O debate sobre o ensino remoto adotado sem estrutura ou planejamento é longo e não é sobre ele o foco deste texto. A questão que nos toca no momento é a retomada paulatina das aulas presenciais, por justificativas diversas, argumentos de excepcionalidade, mas, como diz o ditado popular: onde passa um boi, passa uma boiada.

Vejamos o caso da cidade do Rio de Janeiro em particular, que foi um dos primeiros locais do Brasil a sofrer com a pandemia e que se localiza em uma das 4 unidades federativas com maior índice de mortes por milhão de habitantes. Desde agosto se ensaia a retomada das aulas presenciais. Entre uma disputa de liminares e processos judiciais que ora proibiam e ora autorizavam este retorno, no final de setembro o retorno às aulas foi autorizado para outubro, mas inicialmente apenas nas escolas privadas. Dentre os participantes desta arenga estão de um lado os profissionais da educação, em contato direto com esta multidão que frequenta a escola e que temem pela sua saúde e a de seus familiares, e de outro os empresários do ramo, que pressionam o poder público para conseguir reabrir suas portas. Para se ter uma ideia da contenda, após a decisão final que autorizou o retorno das aulas, a prefeitura municipal do Rio de Janeiro argumentou, em favor dos empresários da educação, que as escolas privadas teriam recursos e condições sanitárias suficientes para retomar as atividades presenciais. Sendo assim, ninguém precisaria se preocupar com uma nova onda de aumento de casos de Covid-19, pois tudo estava sob controle.
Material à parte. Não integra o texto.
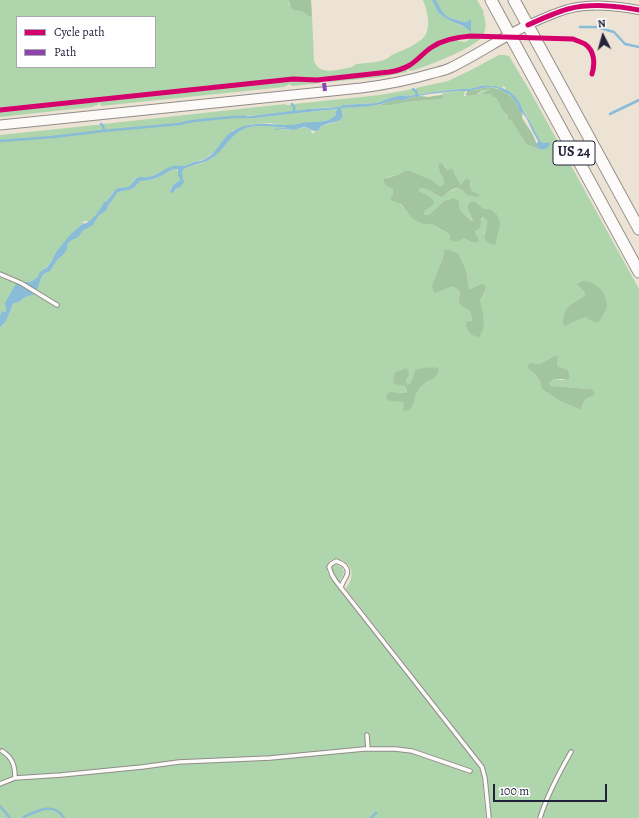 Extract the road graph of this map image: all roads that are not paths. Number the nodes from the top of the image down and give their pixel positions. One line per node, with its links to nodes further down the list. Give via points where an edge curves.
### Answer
1 (491, 0): 5 (highway, US 24)
2 (514, 0): 4 (highway, US 24)
3 (639, 10): 4 (street, via 592,5 568,9)
4 (528, 25): 5 (main road); 7 (highway, US 24)
5 (509, 34): 6 (main road, via 448,69 400,82); 8 (highway, US 24)
6 (0, 125)
7 (639, 229)
8 (639, 272)
9 (0, 274): 10 (lane, via 21,283)
10 (57, 305)
11 (342, 588): 11 (lane, via 329,568 336,561 348,572); 19 (lane, via 479,763 485,778)
12 (367, 735): 13 (lane)
13 (368, 749): 16 (lane, via 412,751); 17 (lane, via 179,762)
14 (2, 751): 17 (lane, via 13,762)
15 (570, 752): 20 (lane)
16 (470, 771)
17 (15, 778): 18 (lane)
18 (0, 784)
19 (489, 818)
20 (540, 818)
Será que na prática este argumento tem algum fundamento? Como será que de fato aconteceu este retorno às aulas presenciais?

Basta quinze minutos de conversa com alguns professores que trabalham nestas escolas privadas para entendermos o panorama geral dos acontecimentos. Vale destacar que estes profissionais a que nos referimos trabalham em escolas de elite, que seguem um currículo internacional, que contam com toda tecnologia e equipamentos e tudo mais que você pode imaginar. Trata-se, então, do melhor cenário que poderia existir para que as aulas presenciais fossem retomadas de forma segura e ordenada (assim como argumentou a prefeitura).

“Então, estou com covid. Foram cerca de apenas duas semanas de trabalho presencial. Acho que isso responde sua pergunta…”, relata uma professora.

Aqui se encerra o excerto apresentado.